---------- Data for processing

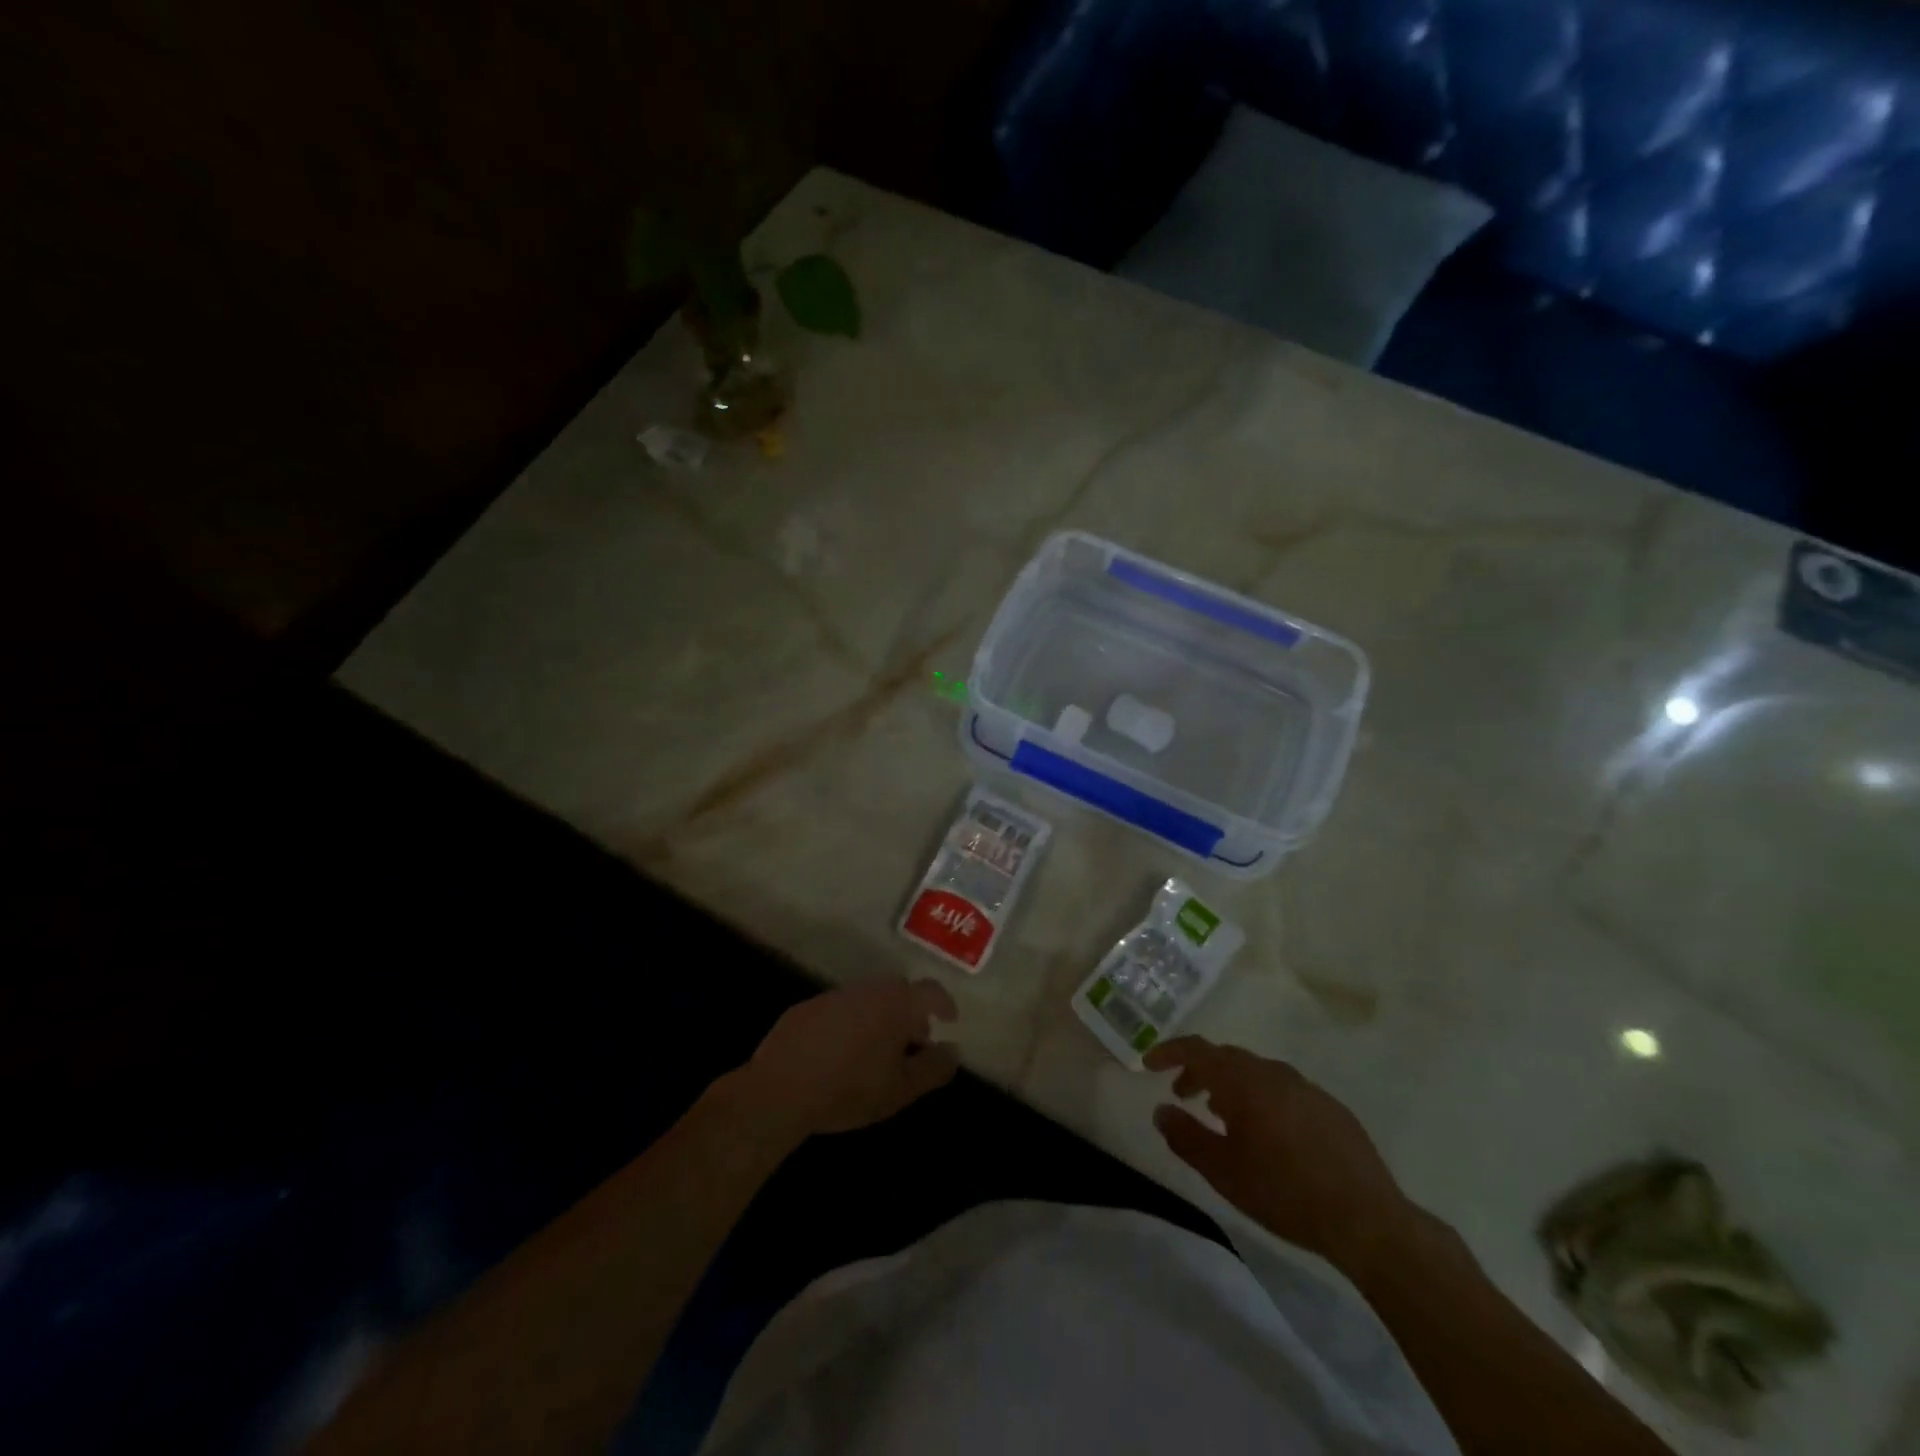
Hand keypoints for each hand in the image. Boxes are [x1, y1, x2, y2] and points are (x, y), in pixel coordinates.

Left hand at [738, 976, 960, 1140]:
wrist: (780, 1089)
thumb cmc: (850, 1089)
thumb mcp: (900, 1089)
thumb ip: (933, 1068)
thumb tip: (953, 1050)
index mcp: (895, 1004)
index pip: (930, 991)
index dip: (943, 1003)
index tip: (948, 1020)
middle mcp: (867, 989)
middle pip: (898, 991)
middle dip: (910, 1012)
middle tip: (913, 1040)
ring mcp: (834, 995)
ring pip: (868, 998)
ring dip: (879, 1016)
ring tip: (877, 1049)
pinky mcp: (807, 1007)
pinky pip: (840, 1008)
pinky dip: (850, 1022)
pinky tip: (841, 1052)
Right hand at [1146, 1036, 1412, 1271]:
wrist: (1367, 1220)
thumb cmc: (1284, 1192)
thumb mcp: (1223, 1172)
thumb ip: (1186, 1137)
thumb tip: (1161, 1111)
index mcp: (1244, 1080)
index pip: (1197, 1049)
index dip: (1169, 1052)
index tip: (1148, 1065)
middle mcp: (1274, 1072)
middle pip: (1227, 1058)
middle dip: (1200, 1072)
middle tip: (1183, 1095)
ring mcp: (1307, 1088)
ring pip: (1257, 1073)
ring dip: (1232, 1086)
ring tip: (1222, 1116)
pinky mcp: (1331, 1109)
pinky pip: (1285, 1091)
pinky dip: (1263, 1099)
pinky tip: (1268, 1134)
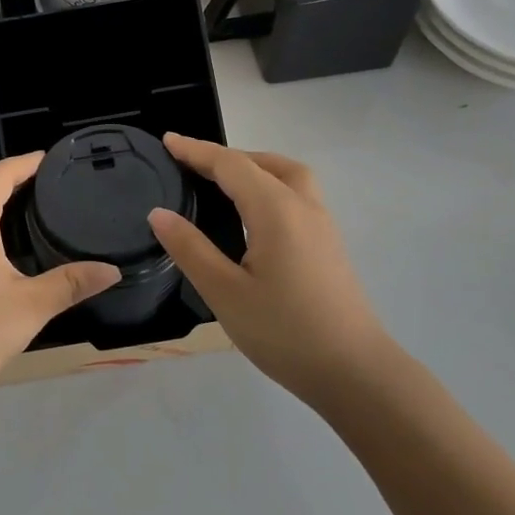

--------------------

▶ **Exercise details**:
Work out the number of lines in the records containing the word "pinky". Write only that number.

▶ **Answer to the exercise**:
8